What your mother or grandmother may have called "roughage" scientists call fiber. No matter what you call it, it is recommended that you and your family consume adequate amounts. Fiber is not a specific food but an indigestible, complex carbohydrate found in plants. Fiber is divided into two categories — water soluble and water insoluble. Soluble fibers include substances such as gum and pectin which are found in fruits such as prunes, apples, oranges, pears, peaches, grapes, seeds, and such vegetables as oat bran, dried beans, oatmeal, barley and rye. Insoluble fibers include cellulose, hemicellulose and lignin and are found in some vegetables, dried beans, wheat bran, seeds, popcorn, brown rice, and whole grain products such as breads, cereals, and pasta.

How Much Fiber Should I Consume?

For adults 50 and under, the Academy of Nutrition and Dieticians recommends 25 grams of fiber per day for women and 38 grams of fiber per day for men.

Increasing your consumption of complex carbohydrates is the best way to increase fiber intake.
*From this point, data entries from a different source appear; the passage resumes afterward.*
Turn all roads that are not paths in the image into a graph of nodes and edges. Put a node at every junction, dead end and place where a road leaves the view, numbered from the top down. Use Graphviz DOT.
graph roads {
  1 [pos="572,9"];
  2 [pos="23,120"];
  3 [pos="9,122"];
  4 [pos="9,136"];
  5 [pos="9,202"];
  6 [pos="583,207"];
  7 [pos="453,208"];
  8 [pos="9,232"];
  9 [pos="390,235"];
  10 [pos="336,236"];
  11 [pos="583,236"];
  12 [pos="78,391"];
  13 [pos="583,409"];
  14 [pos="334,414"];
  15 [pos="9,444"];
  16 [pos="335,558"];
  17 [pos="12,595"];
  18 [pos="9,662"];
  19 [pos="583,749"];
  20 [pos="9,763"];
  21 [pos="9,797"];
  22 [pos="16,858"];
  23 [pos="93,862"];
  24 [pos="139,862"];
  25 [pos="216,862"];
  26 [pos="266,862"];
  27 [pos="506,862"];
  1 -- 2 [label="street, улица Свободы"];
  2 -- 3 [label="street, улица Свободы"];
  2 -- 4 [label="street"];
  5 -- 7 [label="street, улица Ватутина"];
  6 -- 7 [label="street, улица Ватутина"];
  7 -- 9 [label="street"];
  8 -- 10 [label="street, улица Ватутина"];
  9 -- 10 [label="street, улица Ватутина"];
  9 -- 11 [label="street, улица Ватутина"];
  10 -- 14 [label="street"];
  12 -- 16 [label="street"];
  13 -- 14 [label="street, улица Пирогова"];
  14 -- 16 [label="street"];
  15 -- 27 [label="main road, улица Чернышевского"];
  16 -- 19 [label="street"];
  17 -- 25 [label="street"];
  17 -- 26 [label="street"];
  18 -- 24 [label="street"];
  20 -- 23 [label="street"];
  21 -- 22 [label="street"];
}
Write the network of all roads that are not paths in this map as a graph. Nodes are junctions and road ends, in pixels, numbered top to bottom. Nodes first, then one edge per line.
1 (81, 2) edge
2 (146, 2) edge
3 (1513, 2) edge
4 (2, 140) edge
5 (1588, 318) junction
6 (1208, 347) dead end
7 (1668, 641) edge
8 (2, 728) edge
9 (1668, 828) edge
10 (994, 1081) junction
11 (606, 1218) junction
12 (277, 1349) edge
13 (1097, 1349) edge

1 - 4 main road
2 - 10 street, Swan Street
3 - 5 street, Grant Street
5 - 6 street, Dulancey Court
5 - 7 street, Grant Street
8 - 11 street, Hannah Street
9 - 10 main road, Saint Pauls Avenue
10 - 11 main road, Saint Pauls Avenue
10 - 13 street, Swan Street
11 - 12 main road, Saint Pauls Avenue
Just make sure you increase your intake of fiber gradually as ingesting too much fiber too quickly can cause bloating, diarrhea, gas and general discomfort.

Foods that will Help you Increase your Fiber Intake

  1. Eat the skin and membranes of cleaned fruits and vegetables.
  2. Choose bran and whole grain breads / cereals daily.
  3. Always accompany an increase in fiber with an increase in water.
  4. Eat less processed foods and more fresh ones.
  5. When you can't get enough fiber from fruits and vegetables, a fiber supplement may be appropriate.

Top Ten Fiber Foods

  1. Dried beans, peas, and other legumes (This includes baked beans, kidney beans, split peas, dried limas, garbanzos, pinto beans and black beans.)
  2. Bran cereals
  3. Fresh or frozen lima beans or green peas
  4. Dried fruit, topped by figs, apricots and dates
  5. Raspberries, blackberries and strawberries
  6. Sweet corn, on the cob or cut off in kernels
  7. Whole-wheat and other whole-grain cereal products
  8. Rye, oats, buckwheat and stone-ground cornmeal breads, pastas, pizza, pancakes and muffins
  9. Broccoli
  10. Baked potato with the skin

Exercise

Moderate exercise helps you to avoid and to relieve constipation. But more than just helping you to avoid constipation, exercise can make you feel better all over by giving you more energy.

Check with your doctor before starting any new exercise regimen. It's generally recommended that you exercise at least three times a week, steadily for 20 to 30 minutes, or enough to raise your heart rate. Start gradually and work up to a full workout. Be sure to include proper warm-up stretches and a cool-down period, as well. As you probably know, putting yourself through a tough workout without building up to it could result in injuries.

Walking is an excellent way to start any exercise program. You can walk outside when it's temperate, or inside a gym or large shopping mall in bad or cold weather. For extra incentive, you may consider consulting a fitness expert or joining a fitness center. An instructor can help you set up an exercise schedule and keep you motivated. Most health clubs will also do a fitness test to help assess your fitness level.

Whatever you do, choose an exercise routine that fits nicely into your daily routine so that the benefits become a regular and enjoyable part of your life.